Med.mem: “La trasformazione di Sfax da fiorente hub economico a simbolo di crisi umanitaria riflette le contraddizioni profonde nel rapporto tra la Tunisia e la migrazione. Situata strategicamente sul Golfo di Gabès, a soli 130 km da Lampedusa, Sfax è diventata un punto di partenza cruciale per le rotte migratorie verso l’Europa. Mentre la sua economia aveva inizialmente tratto vantaggio dalla presenza migrante, le difficoltà economiche e la retorica discriminatoria promossa dal governo hanno alimentato tensioni sociali e un crescente clima di ostilità. Il presidente Saïed, in cerca di consenso in un contesto di declino economico e instabilità politica, ha adottato una propaganda populista e xenofoba, accusando i migranti di rappresentare una minaccia per l’identità culturale e sociale del Paese. Questa retorica ha trovato eco nelle politiche repressive messe in atto a Sfax, culminando in una serie di violenze sistematiche, raid e rastrellamenti. A partire dal luglio 2023, le autorità tunisine hanno intensificato le operazioni contro i migranti subsahariani presenti in città.
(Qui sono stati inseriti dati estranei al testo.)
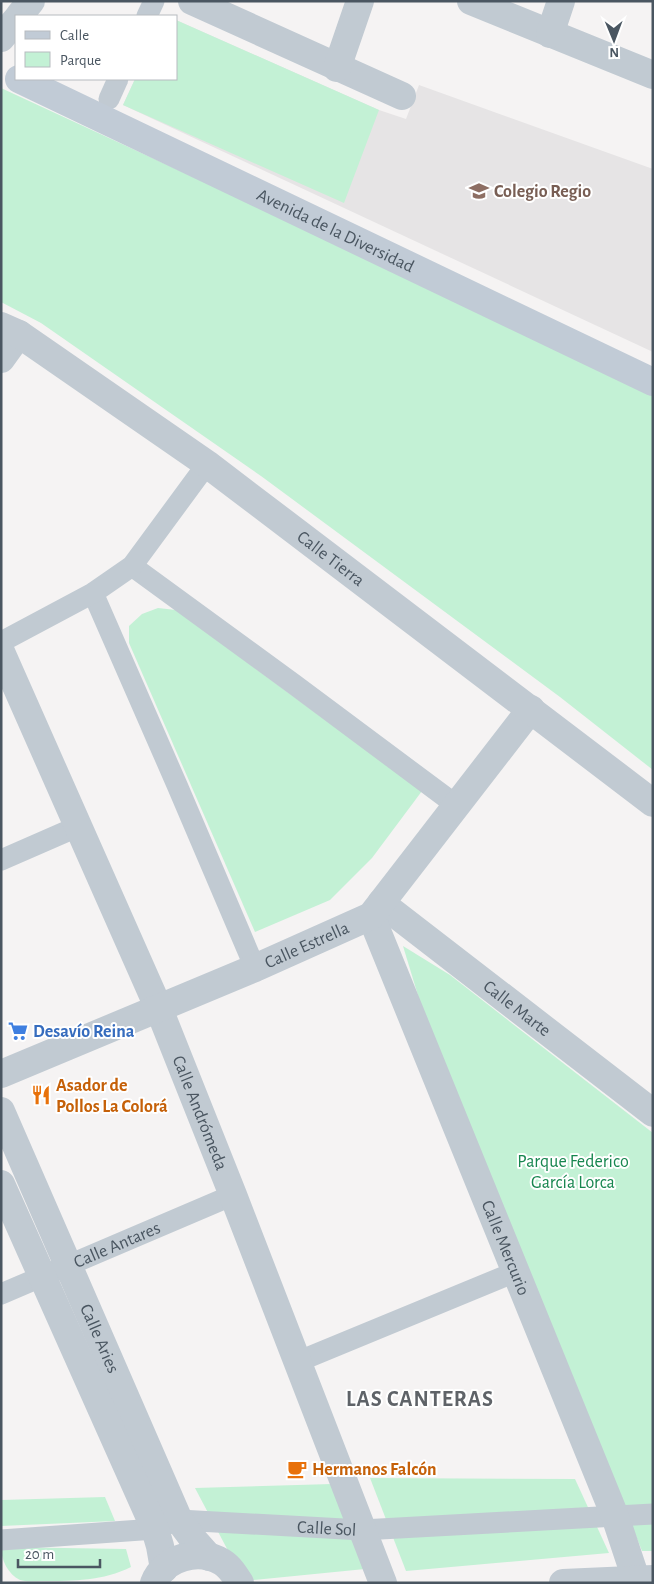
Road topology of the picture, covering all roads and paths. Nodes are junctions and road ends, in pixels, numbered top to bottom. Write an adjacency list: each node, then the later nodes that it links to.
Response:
1 (32, 1): 7 (street)
2 (154, 1): 8 (street)
3 (192, 1): 12 (street)
4 (360, 1): 12 (street)
5 (471, 1): 10 (street)
6 (561, 1): 10 (street)
7 (20, 15)
8 (147, 15)
9 (15, 21): 11 (street)
10 (550, 34): 14 (street)
11 (1, 38)
12 (337, 68): 18 (street)
13 (1, 70): 15 (main road, Avenida de la Diversidad)
14 (653, 75)
15 (15, 77)
16 (22, 80): 22 (main road, Avenida de la Diversidad)
17 (118, 80): 19 (street)
18 (402, 96)
19 (109, 99)
20 (10, 330): 21 (street); 23 (street, Calle Tierra)
21 (1, 359)
22 (653, 382)
23 (207, 464): 24 (street); 28 (street, Calle Tierra)
24 (132, 566): 25 (street); 30 (street)
25 (93, 593): 26 (street); 34 (street)
26 (1, 642)
27 (1, 652): 31 (street, Calle Andrómeda)
28 (531, 709): 29 (street, Calle Tierra); 30 (street, Calle Estrella)
29 (653, 803)
30 (456, 806): 33 (street, Calle Estrella)
31 (79, 826): 32 (street); 35 (street, Calle Andrómeda)
32 (1, 860)
33 (376, 910): 34 (street, Calle Estrella); 38 (street, Calle Marte); 42 (street, Calle Mercurio)
34 (255, 968): 35 (street, Calle Estrella)
35 (159, 1009): 36 (street, Calle Estrella); 40 (street, Calle Andrómeda)
36 (1, 1074)
37 (1, 1111): 41 (street, Calle Aries)
38 (653, 1113)
39 (1, 1184): 43 (street, Calle Aries)
40 (233, 1196): 41 (street, Calle Antares); 45 (street, Calle Andrómeda)
41 (69, 1265): 43 (street, Calle Antares); 48 (street, Calle Aries)
42 (515, 1272): 45 (street); 47 (street, Calle Mercurio)
43 (43, 1276): 44 (street, Calle Antares); 48 (street, Calle Aries)
44 (1, 1294)
45 (298, 1362): 49 (street, Calle Andrómeda)
46 (653, 1514): 47 (street, Calle Sol)
47 (615, 1516): 49 (street, Calle Sol); 53 (street, Calle Mercurio)
48 (167, 1525): 49 (street, Calle Sol); 50 (street, Calle Sol); 51 (street, Calle Aries); 52 (street, Calle Aries)
49 (362, 1530): 55 (street, Calle Andrómeda)
50 (1, 1540)
51 (209, 1557): 52 (street); 54 (street)
52 (159, 1576)
53 (644, 1579): 56 (street)
54 (240, 1583)
55 (383, 1583)
56 (563, 1583)

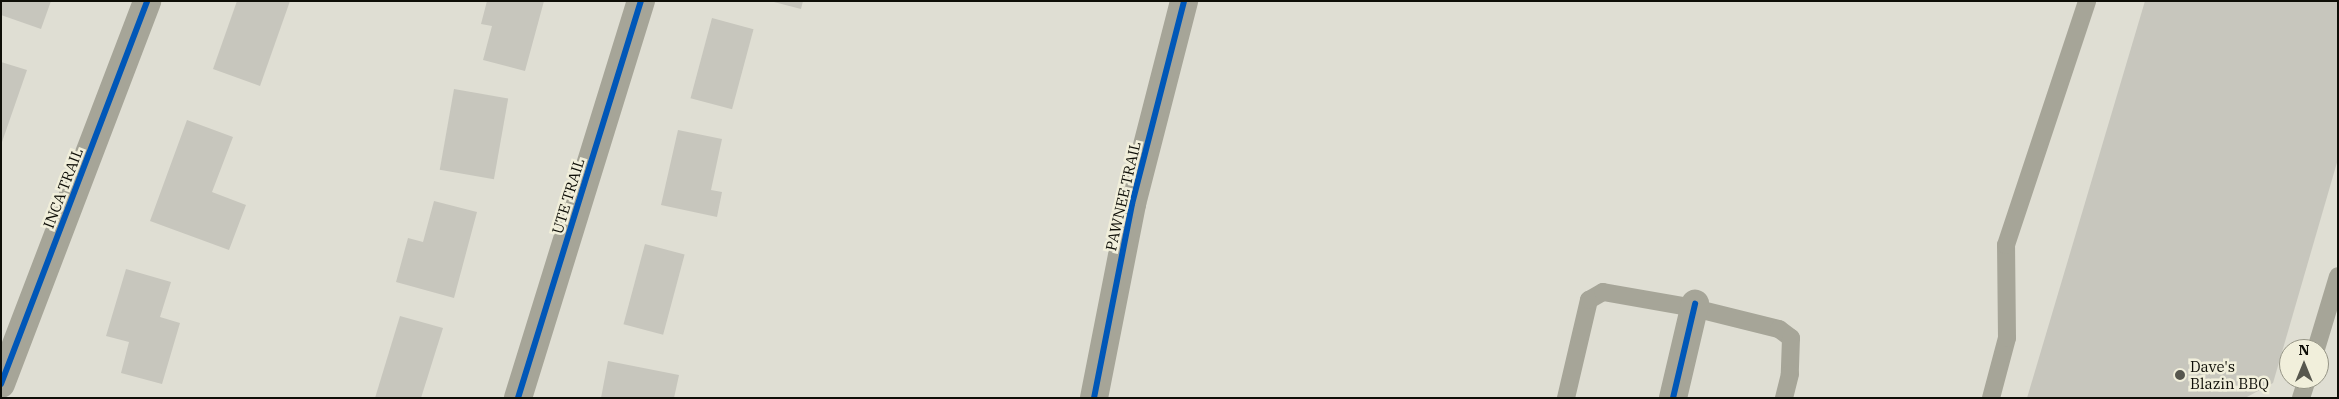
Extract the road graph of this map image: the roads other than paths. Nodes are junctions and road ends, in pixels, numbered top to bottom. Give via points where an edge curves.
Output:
1 (147, 1) edge
2 (641, 1) edge
3 (1184, 1) edge
4 (2087, 1) edge
5 (2338, 276) edge
6 (1695, 306) junction
7 (2319, 339) edge
8 (1, 384) edge
9 (518, 398) edge
10 (1094, 398) edge
11 (1566, 398) edge
12 (1672, 398) edge
13 (1784, 398) edge
14 (1991, 398) edge

1 - 8 street, INCA TRAIL
2 - 9 street, UTE TRAIL
3 - 10 street, PAWNEE TRAIL via 1132,204
4 - 14 lane via 2006,245 2007,338
5 - 7 lane
6 - 11 lane via 1603,292 1589,300
6 - 12 street
6 - 13 lane via 1779,329 1791,338 1790,374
Numerosi raid sono stati condotti nelle aree urbane, compresi quartieri popolari e punti di ritrovo come la storica piazza del mercato di Bab Jebli, dove le persone si riunivano in cerca di lavoro o supporto. Lo sgombero forzato di Bab Jebli ha segnato uno dei momenti più emblematici della repressione, con centinaia di persone costrette a lasciare i propri ripari e a disperdersi. Contemporaneamente, i rastrellamenti nelle strade e nei luoghi di lavoro hanno aumentato il senso di insicurezza e precarietà, mentre la polizia intensificava i controlli e i fermi arbitrari. Molte persone sono state letteralmente spinte fuori dalla città e portate con la forza in aree remote, in particolare nelle regioni desertiche al confine con la Libia e l’Algeria.
Le deportazioni nel deserto – condotte a luglio, centinaia di persone abbandonate senza acqua, cibo o protezione in un ambiente ostile – hanno colpito non solo individui in situazione irregolare ma anche persone regolarmente registrate presso le organizzazioni internazionali. La violenza sistematica, le deportazioni e l’abbandono hanno reso evidente il fallimento di un approccio che ha scelto la via della repressione e della disumanizzazione. La crisi di Sfax non è solo una questione locale, ma riflette il più ampio fallimento delle politiche di esternalizzazione delle frontiere, che delegano la gestione della migrazione a Paesi di transito come la Tunisia, trasformandoli in zone grigie di violenza”.